Fait Gallery PREVIEW
Dominican Square 10, Brno
15/10 – 5/12/2014
Opening: 14/10/2014 at 6pm
Curator: Martin Nytra
THE OLD LIGHT IN THE GALAXIES DEPARTMENT
The work of Lucie Sceranková is characterised by its emphasis on our perception of photography as a means of exploring the possible forms of reality. Despite, or may be just because of this approach, the reality seems to be relative, variable, or it‘s stable definitive form becomes unattainable. Rather than a print of the reality out of flesh and bones, photography acts today as a technology that creates an autonomous reality, that can do anything with the landscape of rocks and seas. Distinguishable, subjective "me" entered the picture and merged with it in a dream, in which version the world is only a plane of projection of fantasies.
The principal topics of photography, time and movement, are categories that despite the desire to penetrate into their essence only reveal in every next step the imperfection of any, even an intensive attempt for their absolute definition. The image about our own identity that, in comparison with the dimensions of the universe, becomes a subject of a significant disparity. This feature of her work with scale is one of the important means for Sceranková’s work, by which the author copes with her own experience of reality. She translates that into more broadly conceived themes to which the audience can relate through metaphorical depictions and a play with associations. However, it still leaves the audience plenty of space to search for their own interpretations. The personal experience is in the principle non-transferable, but it can be equated. The model, which creates specific conditions for the perception is therefore one of the other important points in the author's reflections about the nature of the world, that can be viewed only through schemes that put us into certain discursive and cultural contexts.

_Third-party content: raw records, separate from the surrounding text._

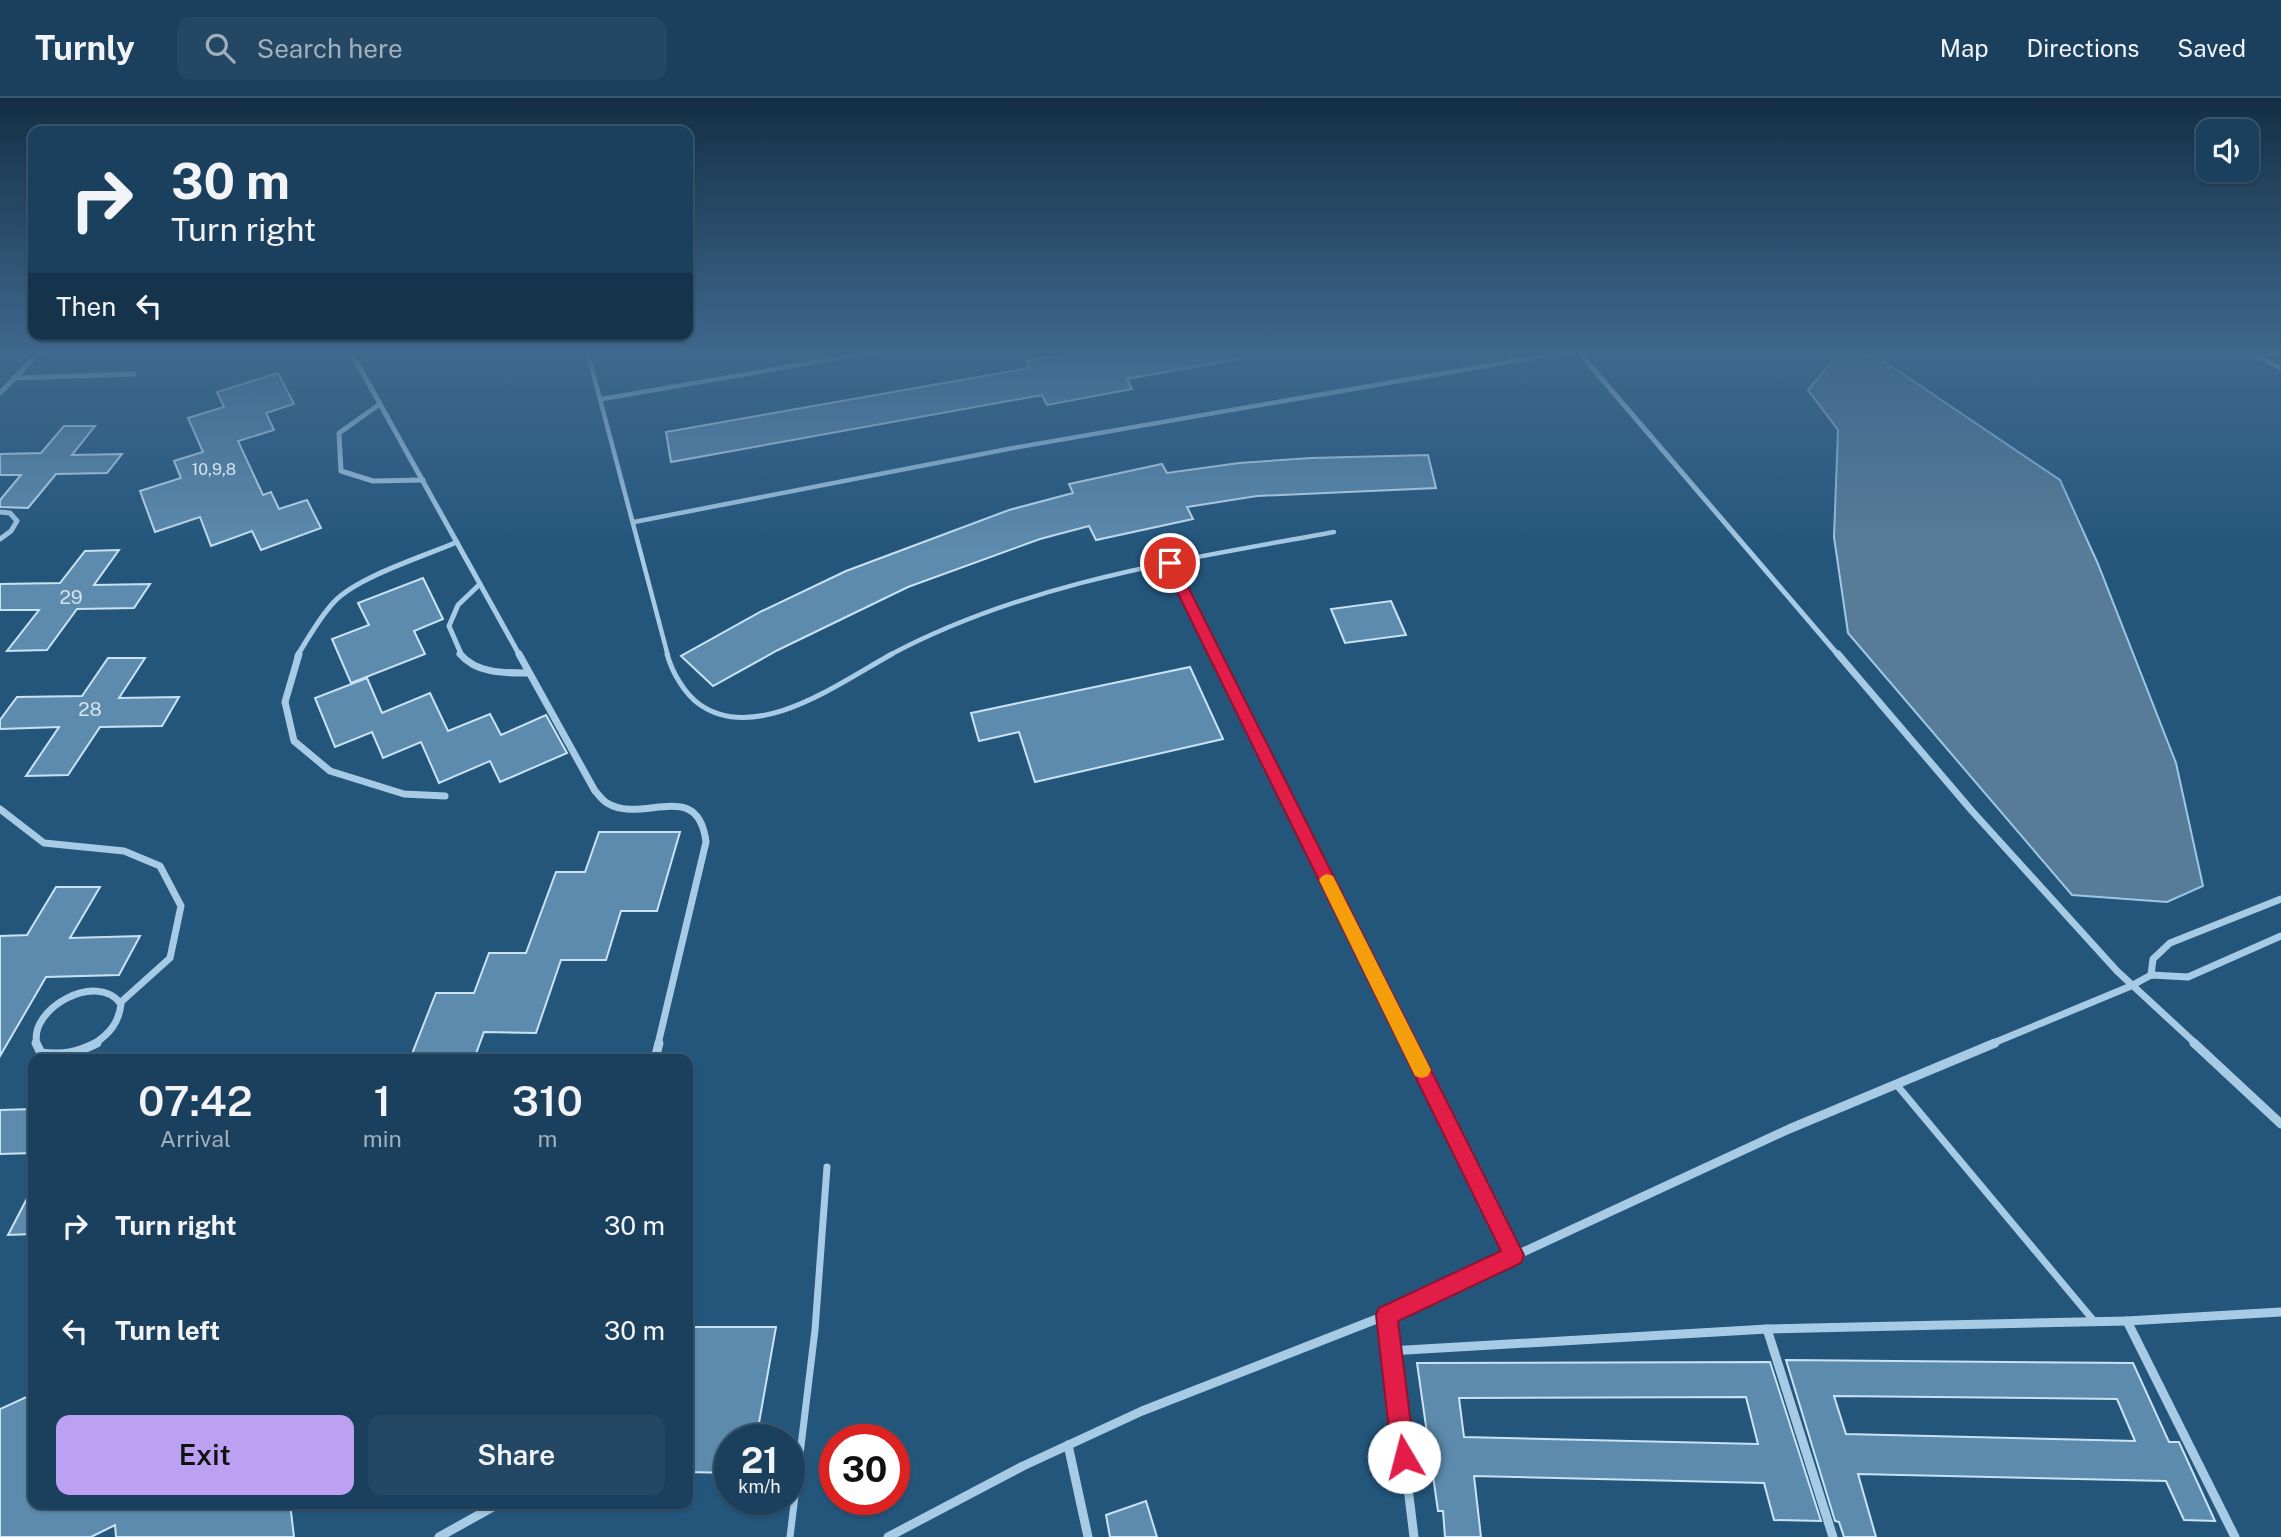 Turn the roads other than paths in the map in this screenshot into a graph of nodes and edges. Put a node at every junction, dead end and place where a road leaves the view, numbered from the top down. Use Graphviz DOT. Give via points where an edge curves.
graph roads {
  1 [pos="361,417"];
  2 [pos="387,417"];
  3 [pos="607,417"];
  4 [pos="1194,417"];
  5 [pos="1635,417"];
  6 [pos="422,480"];
  7 [pos="0,512"];
  8 [pos="634,522"];
  9 [pos="1334,532"];
  10 [pos="0,539"];
  11 [pos="457,542"];
  12 [pos="1170,563"];
  13 [pos="480,584"];
  14 [pos="529,673"];
  15 [pos="445,796"];
  16 [pos="0,808"];
  17 [pos="2281,899"];
  18 [pos="2281,936"];
  19 [pos="2151,975"];
  20 [pos="2131,986"];
  21 [pos="121,1002"];
  22 [pos="44,1054"];
  23 [pos="77,1054"];
  24 [pos="656,1054"];
  25 [pos="1896,1084"];
  26 [pos="2281,1124"];
  27 [pos="827,1167"];
  28 [pos="1514,1255"];
  29 [pos="2281,1312"];
  30 [pos="1387,1315"];
  31 [pos="2095,1321"];
  32 [pos="2127,1321"];
  33 [pos="1767,1329"];
  34 [pos="1389,1351"];
  35 [pos="1068,1446"];
  36 [pos="489,1509"];
  37 [pos="439,1537"];
  38 [pos="790,1537"];
  39 [pos="888,1537"];
  40 [pos="1088,1537"];
  41 [pos="1414,1537"];
  42 [pos="1833,1537"];
  43 [pos="2235,1537"];
  1 -- 6 [label="street" via="339,433 341,471 373,481"];
  2 -- 6 [label="street"];
  3 -- 8 [label="lane"];
  4 -- 8 [label="lane"];
  5 -- 20 [label="street" via="1972,811"];
  6 -- 11 [label="street"];
  7 -- 10 [label="street" via="10,513 17,521"];
  8 -- 12 [label="lane" via="669,661 688,696 710,712 734,719 772,715 795,706 898,651 1006,605 1119,572"];
  9 -- 12 [label="lane"];
  11 -- 13 [label="street"];
  11 -- 15 [label="street" via="367,580 336,599 297,657 285,702 294,741 330,771 404,794"];
  12 -- 28 [label="lane"];
  13 -- 14 [label="street"];
  13 -- 14 [label="street" via="458,605 449,626 463,657 497,673"];
  14 -- 24 [label="street" via="595,791 608,805 694,810 707,828"];
  16 -- 21 [label="street" via="44,843 124,851 160,866 180,906 170,958"];
  17 -- 19 [label="street" via="2170,943 2153,959"];
  18 -- 19 [label="street" via="2188,977"];
  19 -- 20 [label="street"];
  20 -- 25 [label="street"];
  20 -- 26 [label="street"];
  21 -- 22 [label="street" via="107,990 69,997 38,1025 35,1045"];
  21 -- 23 [label="street" via="121,1012 108,1035"];
  25 -- 28 [label="street"];
  25 -- 31 [label="lane"];
  27 -- 38 [label="lane" via="815,1330"];
  28 -- 30 [label="street"];
  29 -- 32 [label="street"];
  30 -- 34 [label="street"];
  30 -- 35 [label="street" via="1142,1411"];
  31 -- 32 [label="street"];
  31 -- 33 [label="street"];
  32 -- 43 [label="street"];
  33 -- 34 [label="street"];
  33 -- 42 [label="street"];
  34 -- 41 [label="street"];
  35 -- 39 [label="street"];
  35 -- 40 [label="street"];
  36 -- 37 [label="street"];
}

The image of Sceranková’s concept stands on the edge of the area and space where we are only able to recognise familiar and understandable forms, which we try to reach and attach to them as to the way in the belief that at the very end we will get the meaning. Clever work with archetypes and the surreal visions, that works with the psychology of the audience, eventually turns our attention to the reflection of visual culture and the traditional models for reading of the images and also current changes in the understanding of the subjective self in environments of archives of shared memory and language.